I've been going through this to pick fixtures for my wife's stained glass workshop. I found a very useful tool here: http://www.cooperlighting.com/content/design/etools.cfm
Get this: Photometric Toolbox32 and also the spec and IES files for the brand of fixtures you are interested in. You will find Coopers flourescents under "Metalux", for instance. Try other manufacturers sites for IES files for their fixtures., like: http://www.lithonia.com/Library/IESFiles/Default.asp?Path=/Lithonia_Lighting
The Toolbox program uses the IES photometric data to show you how much light you will get from the combination of fixtures you are considering. You can specify fixture spacing, height, and orientation. My web searching suggested the best light level would be about 35-45 foot candles throughout the work area.

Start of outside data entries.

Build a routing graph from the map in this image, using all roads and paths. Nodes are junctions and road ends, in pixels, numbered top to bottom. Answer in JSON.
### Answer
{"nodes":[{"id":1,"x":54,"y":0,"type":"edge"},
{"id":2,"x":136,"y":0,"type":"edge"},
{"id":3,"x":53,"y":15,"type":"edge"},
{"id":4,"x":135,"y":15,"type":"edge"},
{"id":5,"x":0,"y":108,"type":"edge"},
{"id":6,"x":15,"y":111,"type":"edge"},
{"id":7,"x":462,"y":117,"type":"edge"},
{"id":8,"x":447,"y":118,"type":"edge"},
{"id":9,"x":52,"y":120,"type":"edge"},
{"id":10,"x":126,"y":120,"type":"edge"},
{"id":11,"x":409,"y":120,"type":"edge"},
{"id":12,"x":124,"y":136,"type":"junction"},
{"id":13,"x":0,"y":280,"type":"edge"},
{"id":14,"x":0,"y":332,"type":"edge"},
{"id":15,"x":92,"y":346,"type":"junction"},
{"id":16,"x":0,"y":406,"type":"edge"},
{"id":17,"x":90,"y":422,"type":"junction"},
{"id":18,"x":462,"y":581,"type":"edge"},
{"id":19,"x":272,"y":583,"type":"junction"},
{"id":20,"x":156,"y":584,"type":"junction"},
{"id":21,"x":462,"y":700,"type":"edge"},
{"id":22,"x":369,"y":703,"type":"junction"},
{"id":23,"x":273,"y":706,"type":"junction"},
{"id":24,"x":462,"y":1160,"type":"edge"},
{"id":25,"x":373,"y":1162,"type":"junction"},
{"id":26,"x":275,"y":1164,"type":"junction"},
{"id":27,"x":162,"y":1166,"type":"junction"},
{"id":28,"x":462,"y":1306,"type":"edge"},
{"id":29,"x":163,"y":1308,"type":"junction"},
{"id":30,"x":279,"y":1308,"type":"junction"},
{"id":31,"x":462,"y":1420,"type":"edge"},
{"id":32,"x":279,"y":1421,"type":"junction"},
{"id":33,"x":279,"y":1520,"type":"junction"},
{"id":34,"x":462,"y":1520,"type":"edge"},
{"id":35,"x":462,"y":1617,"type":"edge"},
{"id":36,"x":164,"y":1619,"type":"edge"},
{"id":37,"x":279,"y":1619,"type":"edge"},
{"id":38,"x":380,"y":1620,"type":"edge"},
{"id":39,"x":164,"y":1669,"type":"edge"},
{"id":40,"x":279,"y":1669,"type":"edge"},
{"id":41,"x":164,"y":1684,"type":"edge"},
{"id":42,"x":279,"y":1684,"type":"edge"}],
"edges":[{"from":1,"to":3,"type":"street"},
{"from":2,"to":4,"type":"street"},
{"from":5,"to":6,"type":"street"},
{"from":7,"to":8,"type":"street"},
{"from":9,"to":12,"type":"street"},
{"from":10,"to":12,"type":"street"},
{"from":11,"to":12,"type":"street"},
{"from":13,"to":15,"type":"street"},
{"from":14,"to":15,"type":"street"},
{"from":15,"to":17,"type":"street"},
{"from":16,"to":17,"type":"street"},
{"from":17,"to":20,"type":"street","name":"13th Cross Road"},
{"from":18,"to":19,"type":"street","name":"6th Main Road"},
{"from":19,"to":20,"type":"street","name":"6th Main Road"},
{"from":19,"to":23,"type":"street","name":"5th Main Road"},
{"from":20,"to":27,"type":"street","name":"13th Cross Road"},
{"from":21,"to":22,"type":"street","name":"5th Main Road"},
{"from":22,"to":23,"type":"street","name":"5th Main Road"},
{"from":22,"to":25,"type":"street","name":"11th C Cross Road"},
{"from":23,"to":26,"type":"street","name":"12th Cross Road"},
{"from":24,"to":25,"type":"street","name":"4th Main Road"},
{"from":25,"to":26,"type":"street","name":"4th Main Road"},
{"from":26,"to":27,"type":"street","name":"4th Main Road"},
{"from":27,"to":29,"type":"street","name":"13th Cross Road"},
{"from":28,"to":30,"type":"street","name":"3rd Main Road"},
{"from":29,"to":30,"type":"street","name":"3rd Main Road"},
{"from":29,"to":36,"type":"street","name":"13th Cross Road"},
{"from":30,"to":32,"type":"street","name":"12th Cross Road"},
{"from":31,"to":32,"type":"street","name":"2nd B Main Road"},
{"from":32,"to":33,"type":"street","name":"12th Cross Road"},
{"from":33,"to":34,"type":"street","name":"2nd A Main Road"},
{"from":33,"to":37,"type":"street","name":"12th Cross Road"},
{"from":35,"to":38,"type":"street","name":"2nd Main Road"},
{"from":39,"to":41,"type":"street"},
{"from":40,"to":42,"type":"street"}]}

My first guesstimate on her shop lights gave me levels around 105 foot candles, which seemed a bit high. I consider my woodshop to be well lit, so I ran that arrangement through the Toolbox, and found I had light output of 40-55fc throughout the central portion, dropping to 30fc in the corners. The Toolbox does not consider wall reflectance, only fixture output, so I suspect the white walls and ceiling are why my corners do not seem darker. I have modified the glass shop plans, using one less fixture, and found rotating the others should give a more even pattern. So this Toolbox has saved me the cost of a fixture, and the electric cost to run it.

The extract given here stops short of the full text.